Will you transcribe all the entries word for word, skipping the pictures they hold?

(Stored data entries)
>>>>

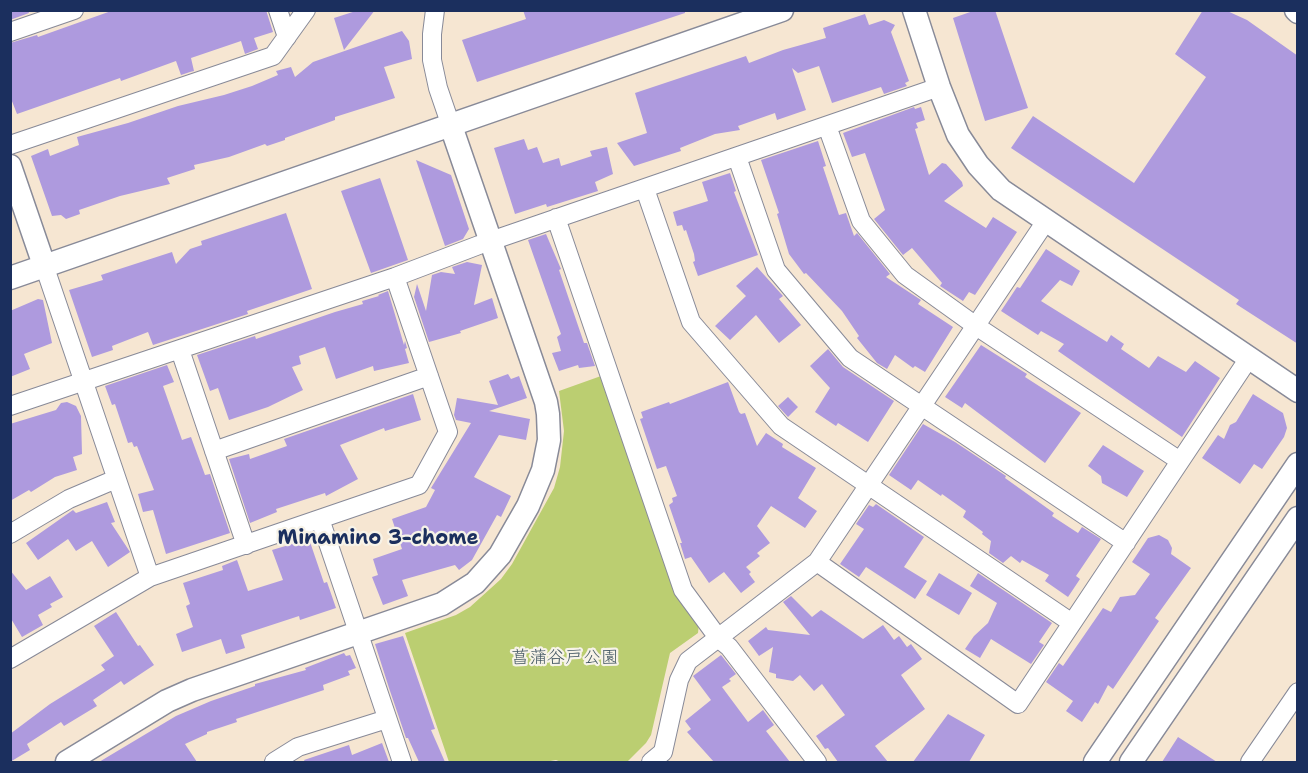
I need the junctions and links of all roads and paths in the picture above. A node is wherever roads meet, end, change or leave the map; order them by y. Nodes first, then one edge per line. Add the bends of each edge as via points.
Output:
1 (74, 10) edge
2 (278, 10) edge
3 (306, 10) edge
4 (435, 10) edge
5 (782, 10) edge
6 (914, 10) edge
7 (10, 32) edge
8 (287, 37) junction
9 (939, 87) junction
10 (451, 126) junction
11 (827, 126) junction
12 (10, 145) edge
13 (737, 157) junction
14 (10, 166) edge
15 (645, 189) junction
16 (556, 218) junction
17 (1046, 221) junction
18 (490, 241) junction
19 (44, 265) junction
20 (394, 277) junction
21 (10, 278) edge
22 (976, 326) junction
23 (180, 350) junction
24 (1249, 358) junction
25 (429, 376) junction
26 (83, 382) junction
27 (1298, 391) edge
28 (10, 406) edge
29 (921, 406) junction
30 (214, 451) junction
31 (1180, 461) junction
32 (1298, 464) edge
33 (116, 479) junction
34 (868, 486) junction
35 (1298, 518) edge
36 (320, 519) junction
37 (10, 534) edge
38 (1125, 543) junction
39 (246, 545) junction
40 (817, 562) junction
41 (150, 577) junction
42 (1072, 622) junction
43 (358, 631) junction
44 (718, 639) junction
45 (10, 659) edge
46 (1298, 692) edge
47 (387, 718) junction
48 (662, 759) edge
49 (67, 762) edge
50 (274, 762) edge
51 (402, 762) edge
52 (817, 762) edge
53 (1095, 762) edge
54 (1131, 762) edge
55 (1250, 762) edge

1 - 7 street
2 - 8 street
3 - 8 street
4 - 10 street via 431,45 434,73
5 - 10 street
6 - 9 street
8 - 12 street via 273,56
9 - 11 street
9 - 17 street via 958,135 978,165 1001,190
10 - 18 street
10 - 19 street
11 - 13 street
11 - 22 street via 861,221 905,274
13 - 15 street
13 - 29 street via 776,270 850,358
14 - 19 street
15 - 16 street
15 - 34 street via 691,322 781,426
16 - 18 street
16 - 44 street via 683,590
17 - 22 street
17 - 24 street
18 - 20 street
18 - 43 street via 546,402 549,440 543,470 500,555 474,583 442,604
19 - 21 street
19 - 26 street
20 - 23 street
20 - 25 street
22 - 29 street
22 - 31 street
23 - 26 street
23 - 30 street
24 - 27 street
24 - 31 street
25 - 30 street
25 - 36 street via 448,432 419,485
26 - 28 street
26 - 33 street
29 - 34 street
29 - 38 street
30 - 39 street
31 - 38 street
32 - 53 street
33 - 37 street via 69,499
33 - 41 street
34 - 40 street
34 - 42 street
35 - 54 street
36 - 39 street
36 - 43 street
38 - 42 street
39 - 41 street
40 - 42 street via 1018,704
40 - 44 street
41 - 45 street
43 - 47 street
43 - 49 street via 166,701
44 - 48 street via 683,668
44 - 52 street via 729,647
46 - 55 street
47 - 50 street via 298,747
47 - 51 street

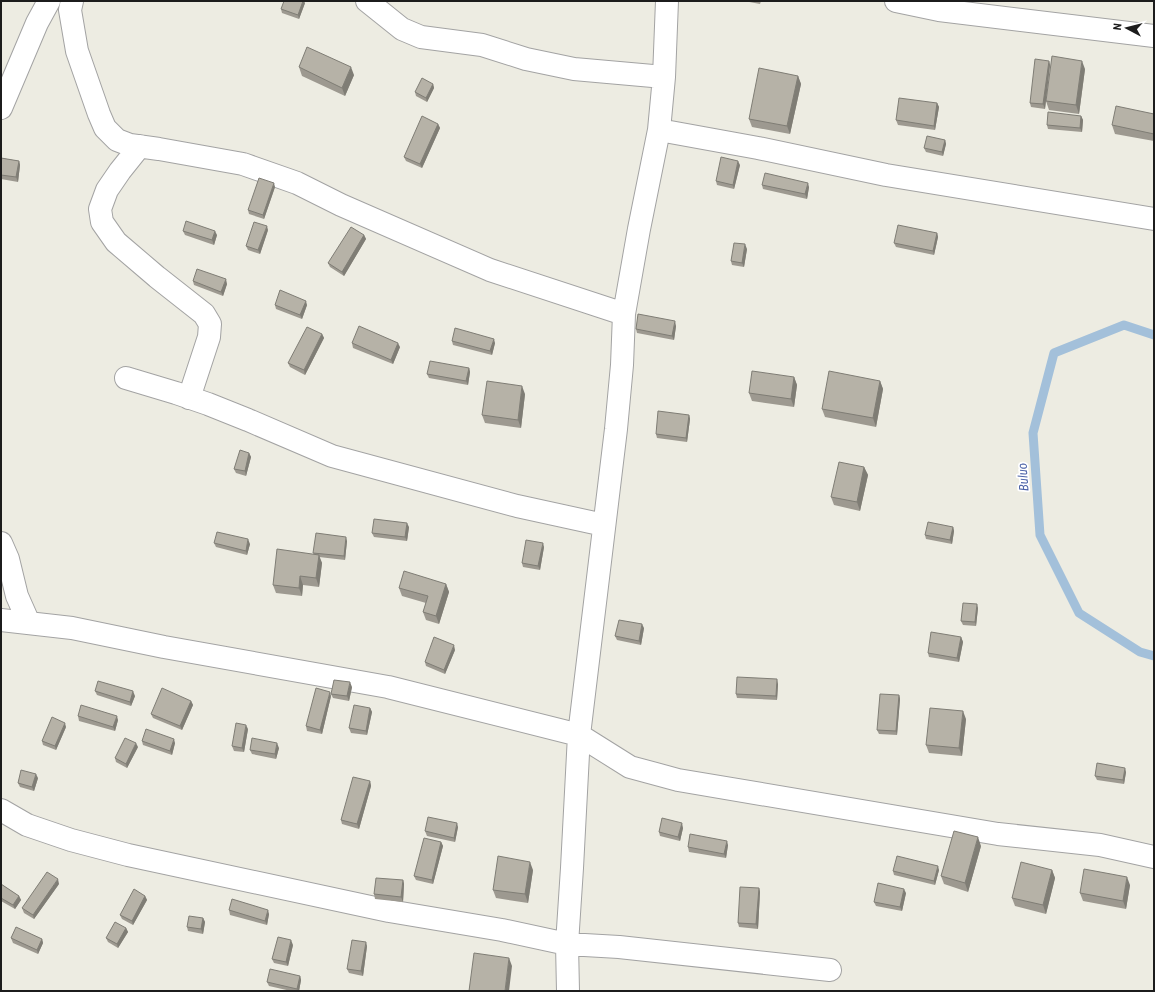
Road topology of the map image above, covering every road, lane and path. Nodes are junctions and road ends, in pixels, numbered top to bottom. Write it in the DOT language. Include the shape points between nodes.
graph roads {
  1 [pos="49,1"];
  2 [pos="72,1"];
  3 [pos="367,1"];
  4 [pos="667,1"];
  5 [pos="896,1"];
  6 [pos="1154,36"];
  7 [pos="664,76"];
  8 [pos="1,108"];
  9 [pos="659,130"];
  10 [pos="140,146"];
  11 [pos="1154,219"];
  12 [pos="624,314"];
  13 [pos="126,378"];
  14 [pos="189,398"];
  15 [pos="604,525"];
  16 [pos="1,543"];
  17 [pos="1,620"];
  18 [pos="29,623"];
  19 [pos="579,735"];
  20 [pos="1,810"];
  21 [pos="1154,858"];
  22 [pos="567,944"];
  23 [pos="830,970"];
  24 [pos="568,991"];
  1 -- 8 [label="street"];
  2 -- 10 [label="street" via="70,10 77,51 105,128 117,140"];
  3 -- 7 [label="street" via="402,29 421,37 482,45 526,59 574,69"];
  4 -- 7 [label="street"];
  5 -- 6 [label="street" via="938,10"];
  7 -- 9 [label="street"];
  9 -- 11 [label="street" via="758,148 886,176"];
  9 -- 12 [label="street"];
  10 -- 12 [label="street" via="243,164 297,182 354,211 490,270"];
  10 -- 14 [label="street" via="107,190 100,209 102,222 116,242 204,314 210,324 209,337"];
  12 -- 15 [label="street" via="616,429"];
  13 -- 14 [label="street"];
  14 -- 15 [label="street" via="332,456 516,506"];
  15 -- 19 [label="street"];
  16 -- 18 [label="street" via="8,558 16,596"];
  17 -- 18 [label="street"];
  18 -- 19 [label="street" via="72,628 388,687"];
  19 -- 21 [label="street" via="630,766 678,780 998,834 1100,845"];
  19 -- 22 [label="street"];
  20 -- 22 [label="street" via="34,827 128,856 342,902"];
  22 -- 23 [label="street" via="635,948"];
  22 -- 24 [label="street"];
}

<<<<

# Solution to the problem
I need the junctions and links of all roads and paths in the picture above. A node is wherever roads meet, end, change or leave the map; order them by y. Nodes first, then one edge per line. Add the bends of each edge as via points.
Output:
1 (74, 10) edge
2 (278, 10) edge
3 (306, 10) edge
4 (435, 10) edge
5 (782, 10) edge
6 (914, 10) edge
7 (10, 32) edge
8 (287, 37) junction
9 (939, 87) junction
10 (451, 126) junction
11 (827, 126) junction
12 (10, 145) edge
13 (737, 157) junction
14 (10, 166) edge
15 (645, 189) junction
16 (556, 218) junction
17 (1046, 221) junction
18 (490, 241) junction
19 (44, 265) junction
20 (394, 277) junction
21 (10, 278) edge
22 (976, 326) junction
23 (180, 350) junction
24 (1249, 358) junction
25 (429, 376) junction
26 (83, 382) junction
27 (1298, 391) edge
28 (10, 406) edge
29 (921, 406) junction
30 (214, 451) junction
31 (1180, 461) junction
32 (1298, 464) edge
33 (116, 479) junction
34 (868, 486) junction
35 (1298, 518) edge
36 (320, 519) junction
37 (10, 534) edge
38 (1125, 543) junction
39 (246, 545) junction
40 (817, 562) junction
41 (150, 577) junction
42 (1072, 622) junction
43 (358, 631) junction
44 (718, 639) junction
45 (10, 659) edge
46 (1298, 692) edge
47 (387, 718) junction
48 (662, 759) edge
49 (67, 762) edge
50 (274, 762) edge
51 (402, 762) edge
52 (817, 762) edge
53 (1095, 762) edge
54 (1131, 762) edge
55 (1250, 762) edge

1 - 7 street
2 - 8 street
3 - 8 street
4 - 10 street via 431,45 434,73
5 - 10 street
6 - 9 street
8 - 12 street via 273,56
9 - 11 street
9 - 17 street via 958,135 978,165 1001,190
10 - 18 street
10 - 19 street
11 - 13 street
11 - 22 street via 861,221 905,274
13 - 15 street
13 - 29 street via 776,270 850,358
14 - 19 street
15 - 16 street
15 - 34 street via 691,322 781,426
16 - 18 street
16 - 44 street via 683,590
17 - 22 street
17 - 24 street
18 - 20 street
18 - 43 street via 546,402 549,440 543,470 500,555 474,583 442,604
19 - 21 street
19 - 26 street
20 - 23 street
20 - 25 street
22 - 29 street
22 - 31 street
23 - 26 street
23 - 30 street
24 - 27 street
24 - 31 street
25 - 30 street
25 - 36 street via 448,432 419,485
26 - 28 street
26 - 33 street
29 - 34 street
29 - 38 street
30 - 39 street
31 - 38 street
32 - 53 street
33 - 37 street via 69,499
33 - 41 street
34 - 40 street
34 - 42 street
35 - 54 street
36 - 39 street
36 - 43 street
38 - 42 street
39 - 41 street
40 - 42 street via 1018,704
40 - 44 street
41 - 45 street
43 - 47 street
43 - 49 street via 166,701
44 - 48 street via 683,668
44 - 52 street via 729,647
46 - 55 street
47 - 50 street via 298,747
47 - 51 street

Road topology of the map image above, covering every road, lane and path. Nodes are junctions and road ends, in pixels, numbered top to bottom. Write it in the DOT language. Include the shape points between nodes.
graph roads {
  1 [pos="49,1"];
  2 [pos="72,1"];
  3 [pos="367,1"];
  4 [pos="667,1"];
  5 [pos="896,1"];
  6 [pos="1154,36"];
  7 [pos="664,76"];
  8 [pos="1,108"];
  9 [pos="659,130"];
  10 [pos="140,146"];
  11 [pos="1154,219"];
  12 [pos="624,314"];
  13 [pos="126,378"];
  14 [pos="189,398"];
  15 [pos="604,525"];
  16 [pos="1,543"];
  17 [pos="1,620"];
  18 [pos="29,623"];
  19 [pos="579,735"];
  20 [pos="1,810"];
  21 [pos="1154,858"];
  22 [pos="567,944"];
  23 [pos="830,970"];
  24 [pos="568,991"];
  1 -- 8 [label="street"];
  2 -- 10 [label="street" via="70,10 77,51 105,128 117,140"];
  3 -- 7 [label="street" via="402,29 421,37 482,45 526,59 574,69"];
  4 -- 7 [label="street"];
  5 -- 6 [label="street" via="938,10"];
  7 -- 9 [label="street"];
  9 -- 11 [label="street" via="758,148 886,176"];
  9 -- 12 [label="street"];
  10 -- 12 [label="street" via="243,164 297,182 354,211 490,270"];
  10 -- 14 [label="street" via="107,190 100,209 102,222 116,242 204,314 210,324 209,337"];
  12 -- 15 [label="street" via="616,429"];
  13 -- 14 [label="street"];
  14 -- 15 [label="street" via="332,456 516,506"];
  15 -- 19 [label="street"];
  16 -- 18 [label="street" via="8,558 16,596"];
  17 -- 18 [label="street"];
  18 -- 19 [label="street" via="72,628 388,687"];
  19 -- 21 [label="street" via="630,766 678,780 998,834 1100,845"];
  19 -- 22 [label="street"];
  20 -- 22 [label="street" via="34,827 128,856 342,902"];
  22 -- 23 [label="street" via="635,948"];
  22 -- 24 [label="street"];
}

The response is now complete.